COLUMBIA, SC (WIS) - The owner of a sexually-explicit business on the verge of closing has filed a civil suit in federal court asking for an injunction against the City of Columbia.
The suit, which was filed Friday, accuses the city of trying to "thwart or prevent plaintiff's operation of his business," and asks for a temporary and permanent injunction "requiring the City of Columbia to issue the 2014 and subsequent years' business license and to cease interfering in the operation of the plaintiff's business."
To the dismay of some city officials and business owners, Taboo opened at 4716 Devine Street in December, 2011.
At the time the city issued a business license to owner Jeff White, the business met all requirements for a sexually-oriented business.
But, shortly after Taboo's controversial opening the city made changes to its rules regarding adult businesses, expanding the buffer zone between schools, places of worship, homes or public parks and businesses from 500 feet to 700 feet. That change meant Taboo was no longer in compliance with city standards.
The City of Columbia granted a "grandfathered" business license to run as the business is currently running until the end of 2013.
In late 2013, a city hearing officer denied White's complaint that the new rule created an economic hardship for a business like his.
White told WIS in December he had decided to close the business before the city-imposed January 31 deadline.
On Friday, a suit filed on the behalf of Cricket Store 17, L.L.C., indicates White intends to fight the city.
"... the City of Columbia has engaged in a series of shifting, arbitrary, and dilatory tactics to prevent vesting of the business license because the City objects to the plaintiff's use of the property to sell lawful adult material even though such material is protected by the First Amendment," wrote North Charleston attorney Thomas R. Goldstein in the complaint.
According to the complaint, the city amended zoning ordinances on December 29, 2011 and again on November 13, 2012, "to restrict the plaintiff's right to disseminate a lawful message, and to shut down the plaintiff's business."

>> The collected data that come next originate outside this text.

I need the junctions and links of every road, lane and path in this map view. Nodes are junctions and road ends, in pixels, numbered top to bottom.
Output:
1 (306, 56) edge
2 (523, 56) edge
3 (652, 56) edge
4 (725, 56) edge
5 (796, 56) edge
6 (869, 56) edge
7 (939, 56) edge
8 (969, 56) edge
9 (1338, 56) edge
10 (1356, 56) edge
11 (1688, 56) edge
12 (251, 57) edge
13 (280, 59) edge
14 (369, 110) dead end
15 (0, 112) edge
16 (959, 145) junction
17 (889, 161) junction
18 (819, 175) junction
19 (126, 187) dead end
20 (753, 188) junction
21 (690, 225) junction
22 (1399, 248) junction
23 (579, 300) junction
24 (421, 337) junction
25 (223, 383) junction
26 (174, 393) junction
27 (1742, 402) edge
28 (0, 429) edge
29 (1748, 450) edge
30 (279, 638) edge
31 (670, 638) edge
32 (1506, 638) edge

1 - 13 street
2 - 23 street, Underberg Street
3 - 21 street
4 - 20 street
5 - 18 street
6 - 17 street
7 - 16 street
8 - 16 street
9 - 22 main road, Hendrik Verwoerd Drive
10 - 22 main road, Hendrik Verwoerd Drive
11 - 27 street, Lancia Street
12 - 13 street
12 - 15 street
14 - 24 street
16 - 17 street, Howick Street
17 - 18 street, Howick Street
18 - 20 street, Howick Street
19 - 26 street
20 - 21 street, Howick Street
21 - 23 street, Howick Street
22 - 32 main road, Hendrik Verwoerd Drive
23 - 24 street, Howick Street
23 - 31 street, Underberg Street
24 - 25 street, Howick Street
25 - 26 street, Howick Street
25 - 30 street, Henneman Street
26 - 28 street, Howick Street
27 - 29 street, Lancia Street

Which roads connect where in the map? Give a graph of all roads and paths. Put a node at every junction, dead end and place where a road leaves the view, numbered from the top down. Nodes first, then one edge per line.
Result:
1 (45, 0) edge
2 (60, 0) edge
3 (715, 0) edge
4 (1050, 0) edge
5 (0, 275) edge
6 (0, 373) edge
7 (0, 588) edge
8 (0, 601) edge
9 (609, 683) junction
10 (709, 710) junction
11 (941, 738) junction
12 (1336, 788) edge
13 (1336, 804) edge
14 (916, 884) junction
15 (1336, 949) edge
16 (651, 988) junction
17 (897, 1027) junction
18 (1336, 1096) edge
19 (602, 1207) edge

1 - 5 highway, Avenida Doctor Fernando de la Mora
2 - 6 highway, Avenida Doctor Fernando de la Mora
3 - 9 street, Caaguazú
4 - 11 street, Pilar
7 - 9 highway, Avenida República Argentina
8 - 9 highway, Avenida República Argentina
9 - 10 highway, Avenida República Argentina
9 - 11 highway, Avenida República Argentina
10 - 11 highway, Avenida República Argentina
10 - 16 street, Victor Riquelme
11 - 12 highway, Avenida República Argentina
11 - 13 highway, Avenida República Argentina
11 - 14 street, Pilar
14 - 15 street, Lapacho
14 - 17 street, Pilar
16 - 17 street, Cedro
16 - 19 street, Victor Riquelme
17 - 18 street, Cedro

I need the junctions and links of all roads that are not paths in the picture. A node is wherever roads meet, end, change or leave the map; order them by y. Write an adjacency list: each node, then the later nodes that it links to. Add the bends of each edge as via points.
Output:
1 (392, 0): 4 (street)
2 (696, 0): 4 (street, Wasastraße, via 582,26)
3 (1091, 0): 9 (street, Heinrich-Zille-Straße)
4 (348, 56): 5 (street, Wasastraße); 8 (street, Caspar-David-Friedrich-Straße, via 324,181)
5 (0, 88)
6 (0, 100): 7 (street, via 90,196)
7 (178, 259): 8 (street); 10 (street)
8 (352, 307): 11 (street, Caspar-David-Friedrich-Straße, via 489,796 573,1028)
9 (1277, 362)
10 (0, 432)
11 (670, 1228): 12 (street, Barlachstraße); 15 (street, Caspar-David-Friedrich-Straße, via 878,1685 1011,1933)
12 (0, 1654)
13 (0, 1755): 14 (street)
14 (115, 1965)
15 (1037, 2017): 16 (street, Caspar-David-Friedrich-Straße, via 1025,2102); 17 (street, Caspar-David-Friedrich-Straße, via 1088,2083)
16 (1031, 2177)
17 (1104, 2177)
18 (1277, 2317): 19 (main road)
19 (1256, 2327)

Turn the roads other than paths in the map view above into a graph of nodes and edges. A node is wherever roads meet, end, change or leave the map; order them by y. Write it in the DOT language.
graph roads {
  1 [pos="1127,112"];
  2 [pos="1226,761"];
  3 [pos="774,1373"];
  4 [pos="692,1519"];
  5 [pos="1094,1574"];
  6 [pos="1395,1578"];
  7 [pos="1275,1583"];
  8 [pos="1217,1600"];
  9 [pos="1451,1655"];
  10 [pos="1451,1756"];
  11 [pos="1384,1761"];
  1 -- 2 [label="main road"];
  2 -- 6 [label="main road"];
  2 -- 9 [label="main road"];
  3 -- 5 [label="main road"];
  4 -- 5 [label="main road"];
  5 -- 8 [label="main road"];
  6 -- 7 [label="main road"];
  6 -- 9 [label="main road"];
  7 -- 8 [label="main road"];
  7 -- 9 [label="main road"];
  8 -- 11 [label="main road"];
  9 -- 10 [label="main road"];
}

The complaint requests a jury trial to declare the city's ordinances regulating adult speech as invalid under the First, Fifth and Fourteenth Amendments, and actual, incidental, consequential and punitive damages.
Goldstein indicated he was in contact and in negotiations with the city, but the two parties have been unable "to resolve the entire contents of the motion through negotiation."
"The parties did agree, however, that the City of Columbia would limit enforcement action to the issuance of municipal summons until such time as the Court could schedule a hearing on the matters raised by this motion," wrote Goldstein.
According to the complaint, Taboo is the only "single outlet for the dissemination of lawful adult speech" in the city.